Indie director David Gordon Green isn’t known for making comedies, but when he met Seth Rogen and the two really hit if off, everyone thought it would be interesting to see Green come onto Pineapple Express. Green talked to ComingSoon.net in his trailer on the set about what the transition from drama to comedy and his experience of working on a bigger studio film has been like. After talking with Green for a few minutes, it’s easy to see why Rogen wanted him to direct his latest flick. He’s funny.

David Gordon Green: Those are underwear that a guy wore, a g-string, in the movie that I just finished before this and the producer thought it would be a fun gag for them to stage them in my trailer today.

ComingSoon.net: Especially today of all days!

Green: Those belonged to Nicky Katt and I would never touch them.
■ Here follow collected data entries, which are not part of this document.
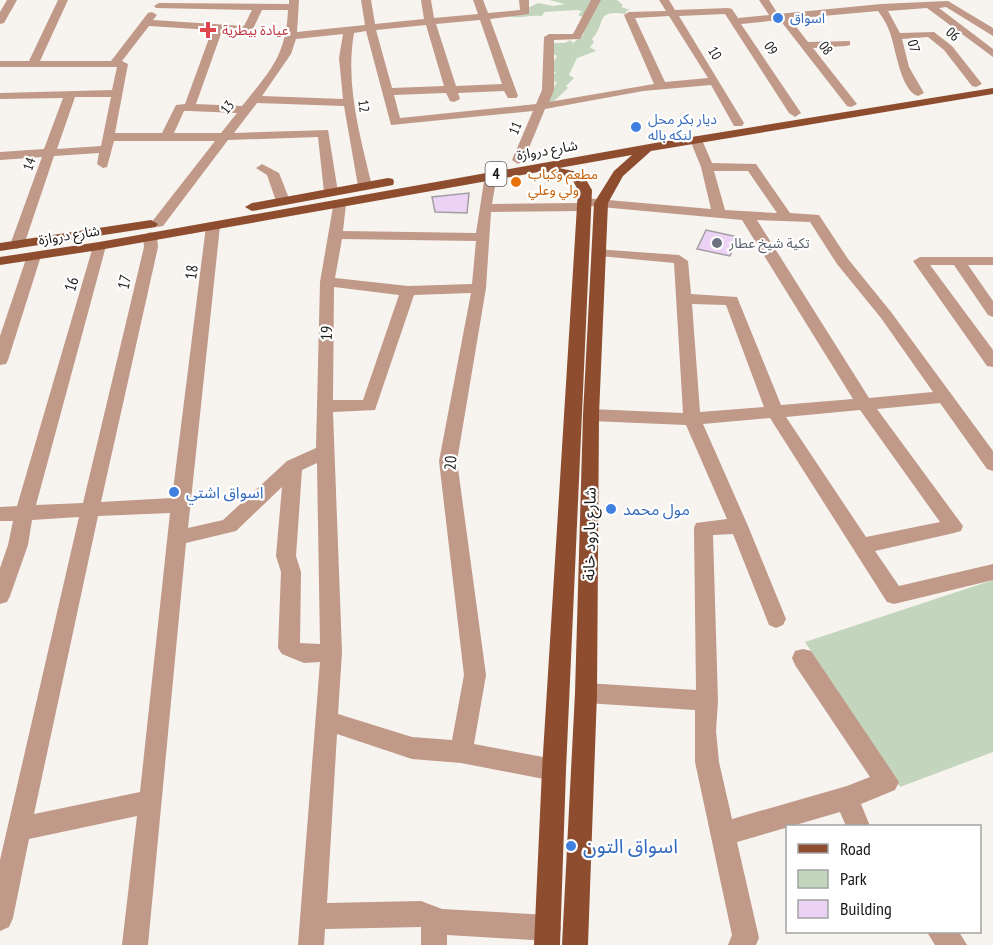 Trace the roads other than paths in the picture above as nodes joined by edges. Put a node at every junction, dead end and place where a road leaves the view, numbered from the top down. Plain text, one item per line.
1 (12, 0) edge
2 (63, 0) edge
3 (366, 0) edge
4 (426, 0) edge
5 (478, 0) edge
6 (524, 0) edge
7 (596, 0) edge
8 (664, 0) edge
9 (721, 0) edge
10 (764, 0) edge
11 (834, 0) edge
12 (162, 3) edge
13 (293, 3) edge
14 (897, 3) edge
15 (928, 4) junction
16 (258, 7) junction
17 (881, 8) junction
18 (847, 10) junction
19 (728, 11) junction
20 (674, 13) junction
21 (483, 17) junction
22 (779, 17) junction
23 (0, 21) edge
24 (735, 21) junction
25 (430, 22) junction
26 (146, 23) junction
27 (218, 28) junction
28 (370, 28) junction
29 (349, 30) junction
30 (993, 33) edge
31 (292, 36) junction
32 (896, 36) junction
33 (846, 43) dead end
34 (806, 45) junction
35 (993, 54) edge
36 (115, 63) junction
37 (33, 64) junction
38 (4, 74) edge
39 (715, 81) junction
40 (993, 81) edge
41 (976, 84) junction
42 (661, 86) junction
43 (509, 87) junction
44 (451, 89) junction
45 (993, 91) edge
46 (388, 92) junction
47 (115, 93) junction
48 (918, 93) junction
49 (70, 94) junction
50 (0, 96) edge
51 (254, 99) junction
52 (349, 103) junction
53 (851, 104) junction
54 (540, 107) junction
55 (189, 108) junction
56 (516, 109) junction
57 (244, 110) junction
58 (460, 115) junction
59 (296, 118) junction
60 (789, 118) junction
61 (738, 123) junction
62 (166, 136) junction
63 (222, 137) junction
64 (696, 140) junction
65 (107, 143) junction
66 (655, 147) junction
67 (48, 153) junction
68 (0, 156) edge
69 (103, 164) dead end
70 (522, 165) junction
71 (707, 167) junction
72 (261, 168) dead end
73 (491, 175) junction
74 (365, 186) junction
75 (283, 201) junction
76 (336, 203) junction
77 (590, 204) junction
78 (485, 208) junction
79 (719, 214) junction
80 (747, 216) junction
81 (787, 218) junction
82 (158, 223) junction
83 (213, 231) junction
84 (336, 235) junction
85 (482, 237) junction
86 (150, 242) junction
87 (17, 245) junction
88 (99, 246) junction
89 (0, 247) edge
90 (600, 252) junction
91 (0, 261) edge
92 (958, 261) junction
93 (993, 261) edge
94 (33, 262) junction
95 (327, 282) junction
96 (479, 288) junction
97 (408, 291) junction
98 (685, 299) junction
99 (993, 312) edge
100 (2, 354) edge
101 (993, 362) edge
102 (946, 397) junction
103 (864, 404) junction
104 (324, 406) junction
105 (775, 413) junction
106 (591, 415) junction
107 (692, 419) junction
108 (986, 445) edge
109 (326, 452) junction
110 (993, 464) edge
111 (293, 466) junction
112 (182, 505) junction
113 (89, 510) junction
114 (24, 513) junction
115 (0, 514) edge
116 (739, 526) junction
117 (179, 537) junction
118 (862, 546) junction
119 (993, 572) edge
120 (0, 596) edge
121 (776, 619) dead end
122 (331, 652) junction
123 (803, 658) dead end
124 (586, 693) junction
125 (706, 702) junction
126 (326, 720) junction
127 (461, 752) junction
128 (554, 770) junction
129 (847, 798) junction
130 (152, 801) junction
131 (858, 825) edge
132 (19, 829) junction
133 (722, 834) junction
134 (551, 844) junction
135 (579, 847) junction
136 (312, 916) junction
137 (0, 918) edge
138 (434, 932) edge
139 (941, 933) edge
140 (547, 937) edge
141 (135, 945) edge
142 (311, 945) edge
143 (575, 945) edge
144 (741, 945) edge
145 (954, 945) edge

1 - 23 street
2 - 37 street
3 - 28 street
4 - 25 street
5 - 21 street
6 - 21 street
7 - 54 street, 11
8 - 20 street, 10
9 - 19 street, 09
10 - 22 street, 08
11 - 18 street
12 - 16 street
12 - 26 street
13 - 16 street
13 - 31 street, 13
14 - 15 street
14 - 17 street
15 - 30 street
15 - 35 street
16 - 27 street
17 - 18 street
17 - 32 street, 07
18 - 22 street
19 - 20 street
19 - 24 street, 09
20 - 39 street, 10
20 - 42 street
21 - 25 street
21 - 43 street
22 - 24 street
22 - 34 street, 08
24 - 60 street, 09
25 - 28 street
25 - 44 street
26 - 27 street
26 - 36 street
27 - 55 street
28 - 29 street
28 - 46 street
29 - 31 street
29 - 52 street, 12
31 - 51 street, 13
32 - 41 street, 06
32 - 48 street, 07
33 - 34 street
34 - 53 street, 08
36 - 37 street
36 - 47 street
37 - 38 street
39 - 42 street
39 - 61 street, 10
40 - 41 main road, شارع دروازة / 4
41 - 48 main road, شارع دروازة / 4
42 - 54 street
43 - 44 street
43 - 56 street
44 - 46 street
44 - 58 street
45 - 60 main road, شارع دروازة / 4
46 - 58 street
47 - 49 street
47 - 65 street
48 - 53 main road, شارع دروازة / 4
49 - 50 street
49 - 67 street, 14
51 - 57 street, 13
51 - 59 street
52 - 59 street
52 - 74 street, 12
53 - 60 main road, شارع دروازة / 4
54 - 56 street
54 - 70 street, 11
55 - 57 street
55 - 62 street
56 - 58 street
57 - 63 street, 13
59 - 63 street
59 - 76 street, 19
60 - 61 main road, شارع دروازة / 4
60 - 64 main road, شارع دروازة / 4
61 - 70 main road, شارع دروازة / 4
62 - 63 street
62 - 65 street
63 - 82 street, 13
64 - 66 main road, شارع دروازة / 4
64 - 71 street
65 - 67 street
65 - 69 street
66 - 70 main road, شارع دروازة / 4
66 - 77 main road, شارع بارود خانة
67 - 68 street
67 - 87 street, 14
70 - 73 main road, شارع دروازة / 4
70 - 74 main road, شارع دروازة / 4
70 - 77 main road, شارع بارود خانة
71 - 79 street
71 - 81 street
72 - 75 street
73 - 76 main road, شارع دروازة / 4
73 - 78 street, 20
74 - 76 main road, شارع دروازة / 4
75 - 76 main road, شارع دروازة / 4
75 - 82 main road, شارع دروازة / 4
76 - 83 main road, شارع دروازة / 4
76 - 84 street, 19
77 - 78 street
77 - 79 street
77 - 90 main road, شارع بارود خانة
77 - 128 main road, شارع بارود خانة
78 - 85 street, 20
79 - 80 street
80 - 81 street
80 - 103 street
81 - 102 street
82 - 87 main road, شارع دروازة / 4
83 - 86 main road, شارع دروازة / 4
83 - 112 street, 18
84 - 85 street
84 - 95 street, 19
85 - 96 street, 20
86 - 88 main road, شارع دروازة / 4
86 - 113 street, 17
87 - 89 main road, شارع دروازة / 4
88 - 94 main road, شارع دروازة / 4
88 - 114 street, 16
90 - 98 street
90 - 106 main road, شارع بارود خانة
91 - 94 main road, شارع دروازة / 4
92 - 93 street
92 - 99 street
92 - 101 street
94 - 100 street
95 - 97 street
95 - 104 street, 19
96 - 97 street
96 - 127 street, 20
97 - 104 street
98 - 105 street
98 - 107 street
102 - 103 street
102 - 108 street
103 - 105 street
103 - 118 street
104 - 109 street, 19
105 - 107 street
105 - 118 street
106 - 107 street
106 - 124 main road, شارع بارود خانة
107 - 116 street
108 - 110 street
109 - 111 street
109 - 122 street, 19
111 - 117 street
111 - 122 street
112 - 113 street
112 - 117 street, 18
113 - 114 street
113 - 132 street, 17
114 - 115 street
114 - 120 street, 16
116 - 121 street
116 - 125 street
117 - 130 street, 18
118 - 119 street
122 - 126 street, 19
123 - 129 street
124 - 125 street
124 - 135 main road, شارع بارود خانة
125 - 133 street
126 - 127 street
126 - 136 street, 19
127 - 128 street
128 - 134 main road, شارع بارود خانة
129 - 131 street
129 - 133 street
130 - 132 street
130 - 141 street, 18
132 - 137 street, 17
133 - 144 street
134 - 135 main road
134 - 140 main road, شارع بارود خانة
135 - 143 main road, شارع بارود خانة
136 - 138 street
136 - 142 street, 19
138 - 140 street
139 - 145 street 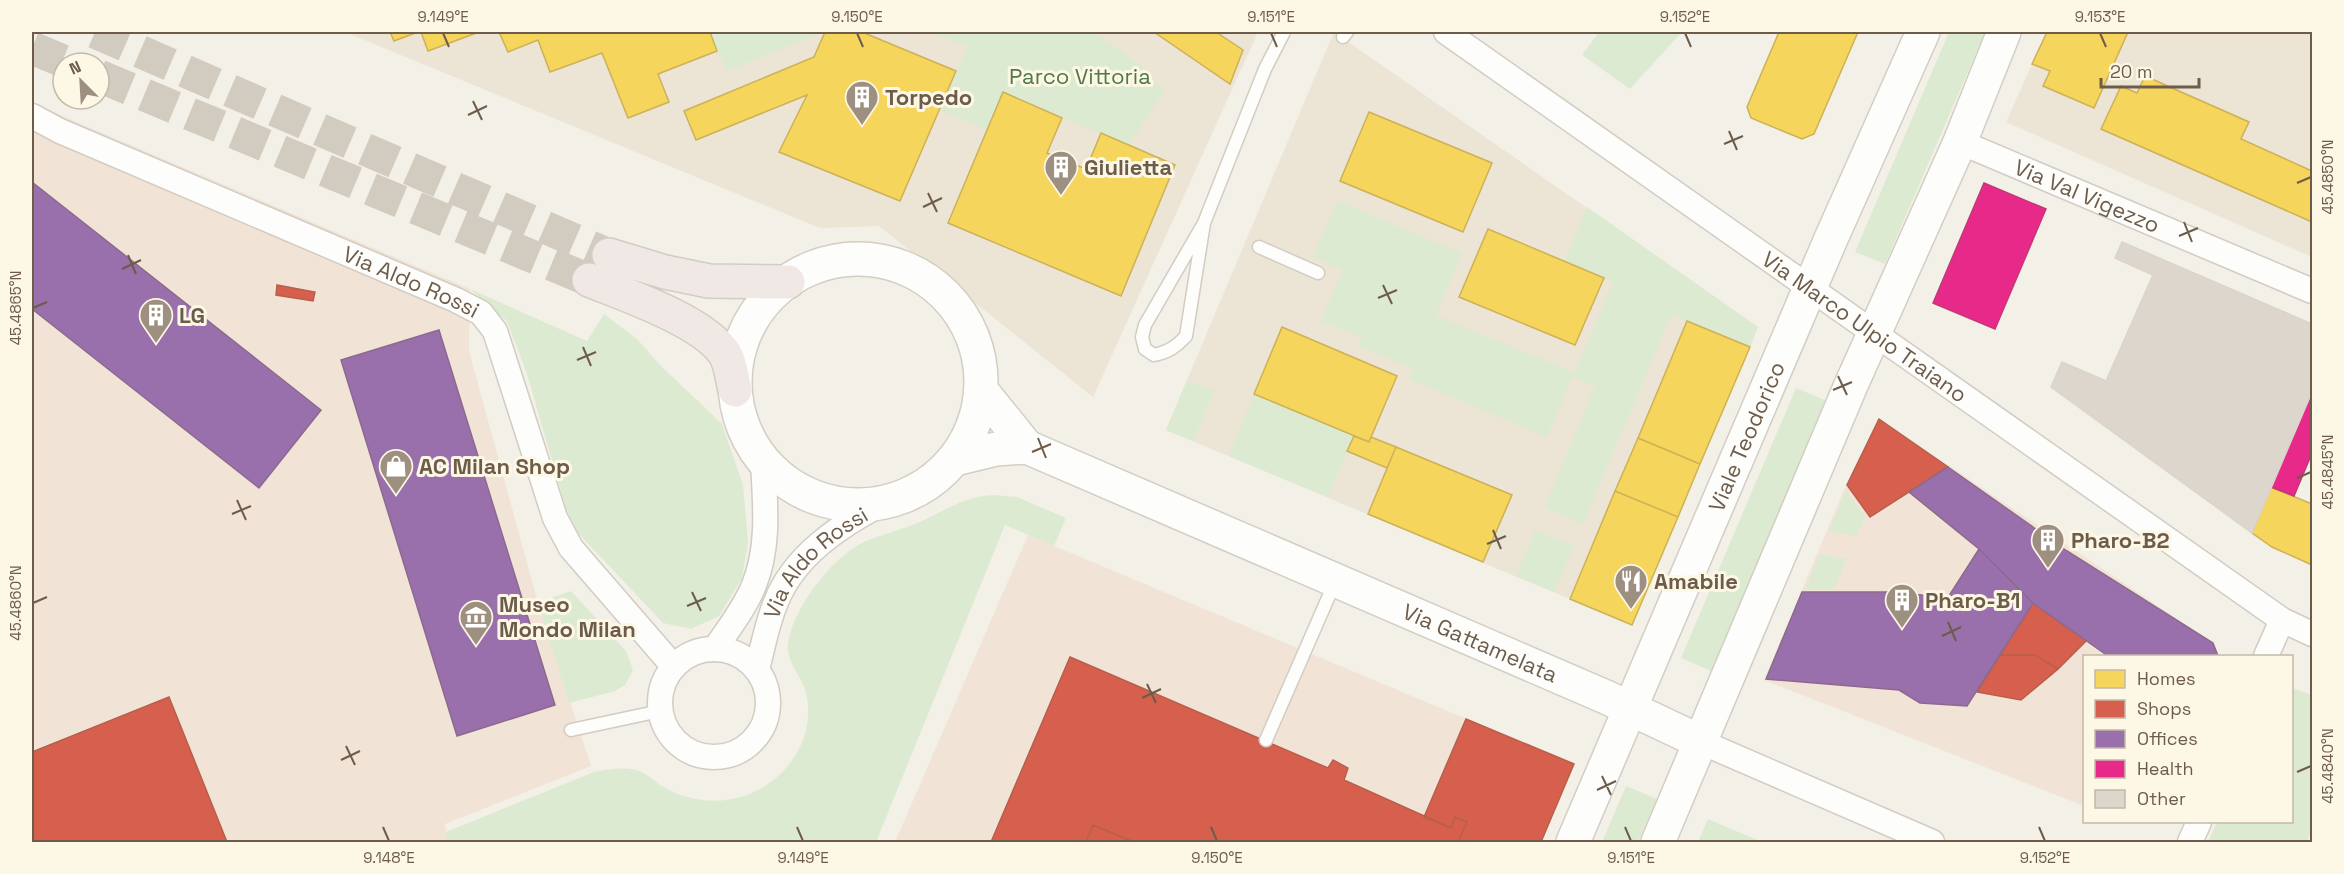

I would stay a mile away from those drawers.

CS: What is the project you just finished?

Green: It is a movie called “Snow Angels” it was up in Nova Scotia, a heavy drama, so I decided to come down here to the warmth and the comedic terrain.

CS: How did you get involved in this?

Green: I just met these guys and they were working on “Knocked Up” at the time and I started hanging out on that set a little bit and I don’t know, they seemed like a good group of folks and they work in a very similar manner in studio comedies that I do and low budget dramas and in terms of style and the way we got to work with actors and stuff like that. We just thought it would be an interesting experiment to see what happened if we took some of my team and some of their team and tried to make a movie together.

CS: After “All the Real Girls” and “Snow Angels” what’s it like doing an all out action-comedy?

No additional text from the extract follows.